> [INFORMATION]

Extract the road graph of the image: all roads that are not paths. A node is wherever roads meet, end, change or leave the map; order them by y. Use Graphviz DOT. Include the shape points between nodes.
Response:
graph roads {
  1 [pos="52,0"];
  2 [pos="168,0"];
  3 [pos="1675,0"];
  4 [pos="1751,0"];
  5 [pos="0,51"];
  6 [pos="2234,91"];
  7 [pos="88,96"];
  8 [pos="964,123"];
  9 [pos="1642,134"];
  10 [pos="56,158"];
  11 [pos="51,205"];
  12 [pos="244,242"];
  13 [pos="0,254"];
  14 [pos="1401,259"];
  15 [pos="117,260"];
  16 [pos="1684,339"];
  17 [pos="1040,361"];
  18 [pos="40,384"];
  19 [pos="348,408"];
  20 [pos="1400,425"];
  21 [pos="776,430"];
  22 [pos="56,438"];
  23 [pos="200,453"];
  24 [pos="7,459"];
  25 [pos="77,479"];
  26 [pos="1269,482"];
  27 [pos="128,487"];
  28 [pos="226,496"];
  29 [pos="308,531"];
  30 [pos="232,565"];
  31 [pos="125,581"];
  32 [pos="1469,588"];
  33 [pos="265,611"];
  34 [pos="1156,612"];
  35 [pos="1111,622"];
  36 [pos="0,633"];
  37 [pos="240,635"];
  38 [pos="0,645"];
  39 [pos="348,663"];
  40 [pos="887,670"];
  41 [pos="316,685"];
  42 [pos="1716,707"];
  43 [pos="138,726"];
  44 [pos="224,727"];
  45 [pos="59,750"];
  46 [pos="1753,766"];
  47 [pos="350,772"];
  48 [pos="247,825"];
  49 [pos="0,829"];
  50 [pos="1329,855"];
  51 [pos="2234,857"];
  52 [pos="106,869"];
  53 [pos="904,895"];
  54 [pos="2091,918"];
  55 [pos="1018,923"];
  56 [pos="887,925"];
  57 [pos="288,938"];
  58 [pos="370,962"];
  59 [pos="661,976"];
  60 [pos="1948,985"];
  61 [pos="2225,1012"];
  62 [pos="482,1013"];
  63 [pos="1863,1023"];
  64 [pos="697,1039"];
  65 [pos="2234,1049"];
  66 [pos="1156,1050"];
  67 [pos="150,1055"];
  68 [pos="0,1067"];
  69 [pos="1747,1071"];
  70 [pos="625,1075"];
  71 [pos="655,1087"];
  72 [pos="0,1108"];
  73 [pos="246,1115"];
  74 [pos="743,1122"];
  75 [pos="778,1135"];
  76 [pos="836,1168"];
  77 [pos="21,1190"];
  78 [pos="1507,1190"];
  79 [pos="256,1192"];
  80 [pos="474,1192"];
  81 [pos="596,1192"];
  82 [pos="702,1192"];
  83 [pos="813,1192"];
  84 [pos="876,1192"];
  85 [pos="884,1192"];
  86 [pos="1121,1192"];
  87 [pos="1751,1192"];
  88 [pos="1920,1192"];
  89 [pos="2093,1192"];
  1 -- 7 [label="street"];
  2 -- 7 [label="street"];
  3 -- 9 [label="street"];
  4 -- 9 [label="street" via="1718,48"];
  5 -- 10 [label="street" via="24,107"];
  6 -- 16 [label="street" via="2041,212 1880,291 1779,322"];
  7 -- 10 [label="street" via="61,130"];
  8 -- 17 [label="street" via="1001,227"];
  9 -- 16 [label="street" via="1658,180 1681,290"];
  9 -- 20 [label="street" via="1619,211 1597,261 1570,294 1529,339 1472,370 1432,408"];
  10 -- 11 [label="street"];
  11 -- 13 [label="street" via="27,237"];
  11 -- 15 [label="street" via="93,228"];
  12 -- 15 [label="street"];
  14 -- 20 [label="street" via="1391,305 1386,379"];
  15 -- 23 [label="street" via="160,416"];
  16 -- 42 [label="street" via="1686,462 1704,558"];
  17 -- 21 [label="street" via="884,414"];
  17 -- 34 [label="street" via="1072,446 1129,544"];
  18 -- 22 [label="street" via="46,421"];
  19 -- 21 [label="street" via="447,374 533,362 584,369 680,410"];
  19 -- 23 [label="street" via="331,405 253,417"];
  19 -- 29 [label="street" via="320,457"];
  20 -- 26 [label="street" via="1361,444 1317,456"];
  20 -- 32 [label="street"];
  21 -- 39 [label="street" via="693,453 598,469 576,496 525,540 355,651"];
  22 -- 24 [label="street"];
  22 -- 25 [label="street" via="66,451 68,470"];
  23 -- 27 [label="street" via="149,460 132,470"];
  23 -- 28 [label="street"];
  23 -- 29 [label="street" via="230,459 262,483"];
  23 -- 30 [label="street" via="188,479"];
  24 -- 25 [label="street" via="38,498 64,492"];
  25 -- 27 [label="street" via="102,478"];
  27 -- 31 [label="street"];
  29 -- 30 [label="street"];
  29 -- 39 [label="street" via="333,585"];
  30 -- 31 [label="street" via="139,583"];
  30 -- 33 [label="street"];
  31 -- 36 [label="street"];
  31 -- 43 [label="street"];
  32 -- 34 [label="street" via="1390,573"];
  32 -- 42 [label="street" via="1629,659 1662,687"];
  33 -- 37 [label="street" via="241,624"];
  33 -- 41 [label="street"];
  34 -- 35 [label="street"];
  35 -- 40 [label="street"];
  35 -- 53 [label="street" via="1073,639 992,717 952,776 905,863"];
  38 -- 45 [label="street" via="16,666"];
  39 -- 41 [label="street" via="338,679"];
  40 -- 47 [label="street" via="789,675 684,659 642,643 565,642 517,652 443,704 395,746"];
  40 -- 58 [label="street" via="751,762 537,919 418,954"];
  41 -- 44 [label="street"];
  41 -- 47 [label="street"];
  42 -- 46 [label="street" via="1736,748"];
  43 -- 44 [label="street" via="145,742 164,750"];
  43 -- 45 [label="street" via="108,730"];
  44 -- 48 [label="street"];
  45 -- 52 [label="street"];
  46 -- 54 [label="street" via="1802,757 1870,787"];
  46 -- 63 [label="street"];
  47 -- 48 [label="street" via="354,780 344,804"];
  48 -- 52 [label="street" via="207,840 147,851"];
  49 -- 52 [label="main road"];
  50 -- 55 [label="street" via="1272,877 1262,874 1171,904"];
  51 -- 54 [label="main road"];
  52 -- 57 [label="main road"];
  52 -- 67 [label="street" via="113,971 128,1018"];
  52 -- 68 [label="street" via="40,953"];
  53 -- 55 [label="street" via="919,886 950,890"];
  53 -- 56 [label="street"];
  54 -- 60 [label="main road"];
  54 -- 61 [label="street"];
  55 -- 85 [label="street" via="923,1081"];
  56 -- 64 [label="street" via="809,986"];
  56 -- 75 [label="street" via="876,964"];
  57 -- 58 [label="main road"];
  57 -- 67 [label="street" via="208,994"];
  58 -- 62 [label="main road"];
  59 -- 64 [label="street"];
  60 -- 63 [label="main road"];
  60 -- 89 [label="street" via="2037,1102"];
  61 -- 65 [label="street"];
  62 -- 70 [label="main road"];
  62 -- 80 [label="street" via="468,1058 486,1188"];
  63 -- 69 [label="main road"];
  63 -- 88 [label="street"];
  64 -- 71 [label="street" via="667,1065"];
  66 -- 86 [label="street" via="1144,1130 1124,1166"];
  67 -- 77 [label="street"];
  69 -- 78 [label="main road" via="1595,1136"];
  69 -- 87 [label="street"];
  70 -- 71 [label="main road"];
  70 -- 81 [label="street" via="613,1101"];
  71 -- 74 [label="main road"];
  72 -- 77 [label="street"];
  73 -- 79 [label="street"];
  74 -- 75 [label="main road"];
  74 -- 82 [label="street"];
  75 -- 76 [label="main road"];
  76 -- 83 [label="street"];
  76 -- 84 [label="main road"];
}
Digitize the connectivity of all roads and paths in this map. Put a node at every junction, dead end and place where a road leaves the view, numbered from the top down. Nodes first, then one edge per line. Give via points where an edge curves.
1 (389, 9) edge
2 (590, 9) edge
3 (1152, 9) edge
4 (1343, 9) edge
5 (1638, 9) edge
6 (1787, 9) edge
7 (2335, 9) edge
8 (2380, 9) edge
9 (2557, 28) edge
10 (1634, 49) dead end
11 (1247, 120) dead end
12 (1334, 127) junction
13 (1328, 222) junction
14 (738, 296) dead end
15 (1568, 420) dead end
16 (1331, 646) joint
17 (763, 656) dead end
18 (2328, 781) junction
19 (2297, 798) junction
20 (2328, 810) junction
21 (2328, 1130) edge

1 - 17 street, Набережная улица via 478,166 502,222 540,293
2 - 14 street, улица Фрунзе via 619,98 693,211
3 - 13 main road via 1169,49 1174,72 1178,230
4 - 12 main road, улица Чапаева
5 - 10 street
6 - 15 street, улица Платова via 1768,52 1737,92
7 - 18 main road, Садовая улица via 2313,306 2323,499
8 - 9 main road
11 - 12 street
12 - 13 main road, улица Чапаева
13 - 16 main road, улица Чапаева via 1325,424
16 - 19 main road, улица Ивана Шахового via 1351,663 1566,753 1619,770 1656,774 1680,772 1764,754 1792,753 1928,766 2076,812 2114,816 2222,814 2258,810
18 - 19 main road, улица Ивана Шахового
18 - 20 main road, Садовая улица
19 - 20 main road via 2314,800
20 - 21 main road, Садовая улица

> [TASK ITEM] If a line of the listing above contains "Шахового", pick it out and copy it.

> [REPLY]
16 - 19 main road, улица Ивана Шахового via 1351,663 1566,753 1619,770 1656,774 1680,772 1764,754 1792,753 1928,766 2076,812 2114,816 2222,814 2258,810
18 - 19 main road, улица Ивана Шахового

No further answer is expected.